Fin XIXe siècle, bénédiction de la mer par l'abbé Escombard, curé des Saintes-Maries, lors des processions de mai et d'octobre avec une présence uniquement provençale

Les Gitans ne sont pas signalés y compris dans les archives de police. Celles de la paroisse les ignorent, tout comme le journal du curé Escombard, qui fut en fonction aux Saintes-Maries de 1861 à 1893[2].

Les Gitans qui participent au pèlerinage durant cette période se fondent parmi les autres pèlerins. Ils dorment soit sous des tentes, soit dans l'église, ce que confirme le curé de la paroisse des Saintes : « C’est surtout par des gens du Languedoc qu’est fréquenté le pèlerinage du 25 mai ; on couche dans l’église ». Meme si la présence, depuis la fin du XIXe siècle, de l’archevêque d’Aix-en-Provence en mai et octobre confirmait l'importance accordée à ces pèlerinage, cette présence populaire gêna certains puisqu'en 1873, le curé fit installer des tribunes payantes et numérotées dans l'église. Elles demeurèrent en place durant un siècle, garantissant à la fois une vue imprenable et le respect de la hiérarchie sociale[2].

La verdine sur les routes de Camargue
Campement gitan près d'Arles, par Vincent van Gogh, en 1888

À partir de 1892, l’arrivée du train aux Saintes-Maries-de-la-Mer facilite l’accès au village. En conséquence, les horaires des cérémonies s’adaptent aux horaires du train. Le guide de voyage Baedeker, dans son édition de 1886, ne mentionnait que l’existence des Saintes-Maries-de-la-Mer, mais, en 1897, il décrit la petite ville camarguaise accessible par voie ferrée, signale le pèlerinage et de la présence des Gitans[2].

Le journal paroissial, tenu par les curés des Saintes de 1861 à 1939, quand il mentionne leur présence insiste sur « l'aspect étrange, déroutant ou les manifestations exubérantes et quelque peu encombrantes de leur dévotion ». Vers 1900, un curé se demanda même ce que ces Gitans venaient faire au pèlerinage de mai et quelles raisons peu avouables les faisaient se mêler aux pèlerins locaux[5]. Par ailleurs, l'occupation nocturne de l'église donnait lieu à toutes sortes d’élucubrations que publiaient les journaux, il y était question d'élection de la reine des gitans, de célébration de messe noire, de rituels secrets et même de sacrifices sanglants[2].

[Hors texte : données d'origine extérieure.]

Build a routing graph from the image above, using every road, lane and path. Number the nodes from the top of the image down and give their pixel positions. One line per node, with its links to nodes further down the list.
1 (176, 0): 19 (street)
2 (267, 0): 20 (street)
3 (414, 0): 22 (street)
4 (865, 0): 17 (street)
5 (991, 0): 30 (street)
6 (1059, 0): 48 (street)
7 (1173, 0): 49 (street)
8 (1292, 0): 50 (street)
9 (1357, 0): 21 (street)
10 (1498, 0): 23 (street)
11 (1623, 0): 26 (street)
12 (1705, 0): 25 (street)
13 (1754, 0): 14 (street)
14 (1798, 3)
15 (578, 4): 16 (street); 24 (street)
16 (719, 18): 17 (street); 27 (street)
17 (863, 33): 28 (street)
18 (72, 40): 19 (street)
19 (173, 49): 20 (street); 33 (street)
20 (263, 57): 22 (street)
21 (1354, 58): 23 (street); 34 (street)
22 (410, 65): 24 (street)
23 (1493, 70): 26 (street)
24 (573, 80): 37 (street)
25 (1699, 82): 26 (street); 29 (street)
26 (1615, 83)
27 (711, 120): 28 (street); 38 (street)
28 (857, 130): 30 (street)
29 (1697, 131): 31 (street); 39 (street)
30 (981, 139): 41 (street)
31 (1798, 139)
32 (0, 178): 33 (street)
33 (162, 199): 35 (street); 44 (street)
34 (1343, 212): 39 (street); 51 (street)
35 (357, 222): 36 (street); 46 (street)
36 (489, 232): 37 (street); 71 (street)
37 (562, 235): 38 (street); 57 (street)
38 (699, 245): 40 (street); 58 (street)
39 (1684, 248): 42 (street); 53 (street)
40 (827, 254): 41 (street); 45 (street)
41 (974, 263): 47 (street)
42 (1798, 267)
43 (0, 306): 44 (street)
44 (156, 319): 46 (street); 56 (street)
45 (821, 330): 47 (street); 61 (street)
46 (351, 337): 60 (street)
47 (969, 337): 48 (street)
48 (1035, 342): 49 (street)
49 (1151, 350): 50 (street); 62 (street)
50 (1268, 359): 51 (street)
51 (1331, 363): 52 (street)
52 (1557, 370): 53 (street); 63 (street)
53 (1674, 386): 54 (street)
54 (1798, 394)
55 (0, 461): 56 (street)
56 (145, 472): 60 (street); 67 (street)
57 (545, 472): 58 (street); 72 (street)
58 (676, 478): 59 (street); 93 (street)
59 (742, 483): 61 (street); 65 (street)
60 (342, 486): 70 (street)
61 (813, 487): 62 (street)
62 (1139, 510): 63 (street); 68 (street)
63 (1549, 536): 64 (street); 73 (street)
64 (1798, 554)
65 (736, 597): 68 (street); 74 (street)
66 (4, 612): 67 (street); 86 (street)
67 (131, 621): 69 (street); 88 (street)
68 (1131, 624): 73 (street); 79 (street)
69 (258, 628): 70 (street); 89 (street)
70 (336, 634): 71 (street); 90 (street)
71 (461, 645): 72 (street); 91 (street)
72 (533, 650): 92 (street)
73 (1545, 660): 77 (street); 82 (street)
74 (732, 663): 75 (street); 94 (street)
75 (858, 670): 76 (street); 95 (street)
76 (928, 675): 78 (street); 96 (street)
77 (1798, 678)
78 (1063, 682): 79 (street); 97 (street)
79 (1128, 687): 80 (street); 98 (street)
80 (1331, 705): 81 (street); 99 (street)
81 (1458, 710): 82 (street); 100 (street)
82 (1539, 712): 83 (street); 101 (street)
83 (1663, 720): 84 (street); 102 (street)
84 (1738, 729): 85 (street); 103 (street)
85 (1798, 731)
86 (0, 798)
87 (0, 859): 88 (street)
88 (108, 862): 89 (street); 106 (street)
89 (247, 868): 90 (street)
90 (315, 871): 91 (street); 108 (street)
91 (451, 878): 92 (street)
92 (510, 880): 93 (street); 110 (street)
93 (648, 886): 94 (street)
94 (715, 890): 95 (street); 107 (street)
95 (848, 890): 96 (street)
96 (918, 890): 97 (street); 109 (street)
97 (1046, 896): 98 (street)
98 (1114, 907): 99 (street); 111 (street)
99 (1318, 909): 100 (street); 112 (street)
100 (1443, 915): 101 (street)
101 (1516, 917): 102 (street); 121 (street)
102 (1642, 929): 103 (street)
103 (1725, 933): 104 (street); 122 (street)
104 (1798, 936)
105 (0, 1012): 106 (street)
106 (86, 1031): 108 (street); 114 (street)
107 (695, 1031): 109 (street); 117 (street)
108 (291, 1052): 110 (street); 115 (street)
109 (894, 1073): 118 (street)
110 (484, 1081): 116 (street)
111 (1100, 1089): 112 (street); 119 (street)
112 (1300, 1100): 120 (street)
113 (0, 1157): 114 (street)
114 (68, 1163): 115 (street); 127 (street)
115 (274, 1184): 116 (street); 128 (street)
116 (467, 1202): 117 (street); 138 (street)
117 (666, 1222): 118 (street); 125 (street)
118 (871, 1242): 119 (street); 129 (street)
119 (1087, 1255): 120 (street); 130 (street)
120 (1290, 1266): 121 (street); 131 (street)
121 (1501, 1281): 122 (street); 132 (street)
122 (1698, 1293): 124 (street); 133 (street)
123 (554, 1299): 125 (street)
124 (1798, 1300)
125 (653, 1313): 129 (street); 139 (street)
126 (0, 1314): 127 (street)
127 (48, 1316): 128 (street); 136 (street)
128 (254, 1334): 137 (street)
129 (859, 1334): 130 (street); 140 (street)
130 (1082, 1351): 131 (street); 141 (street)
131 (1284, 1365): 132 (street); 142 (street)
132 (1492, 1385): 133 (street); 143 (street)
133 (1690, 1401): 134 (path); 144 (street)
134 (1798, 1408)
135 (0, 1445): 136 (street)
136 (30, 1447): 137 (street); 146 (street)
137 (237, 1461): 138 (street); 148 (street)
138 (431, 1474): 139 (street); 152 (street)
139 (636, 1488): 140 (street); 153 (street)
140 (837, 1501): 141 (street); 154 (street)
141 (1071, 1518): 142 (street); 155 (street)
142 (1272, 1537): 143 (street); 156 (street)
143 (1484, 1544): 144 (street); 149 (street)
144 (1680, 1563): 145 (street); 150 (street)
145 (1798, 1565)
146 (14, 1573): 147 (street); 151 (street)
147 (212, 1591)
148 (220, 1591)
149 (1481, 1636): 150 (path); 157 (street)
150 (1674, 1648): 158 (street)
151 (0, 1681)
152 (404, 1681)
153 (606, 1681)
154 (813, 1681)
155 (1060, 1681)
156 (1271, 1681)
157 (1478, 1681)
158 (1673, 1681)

Un autre curé moins hostile à leur préence, notait : « Les bohémiens sont déjà arrivés. Usant d'un droit très ancien qu'on leur a laissé d'occuper, sous le choeur de l'église, la crypte de Sainte Sara, leur patronne légendaire, ils sont là accroupis au pied de l'autel, têtes crépues, lèvres ardentes, maniant des chapelets, couvrant de leurs baisers la châsse de leur sainte, et suant à grosses gouttes au milieu de centaines de cierges qu'ils allument »[5].

Procession nocturne aux Saintes-Maries

Il est assez admiratif quand raporte : « Jour et nuit, ils chantent des cantiques et marmonent des prières que personne ne comprend, dans un langage qui n'a pas plus de nom que d'histoire... C'est un spectacle unique que leur présence à ces fêtes. Elle donne au pèlerinage un caractère d'originalité qui ne manque pas de pittoresque et de grandeur »[5].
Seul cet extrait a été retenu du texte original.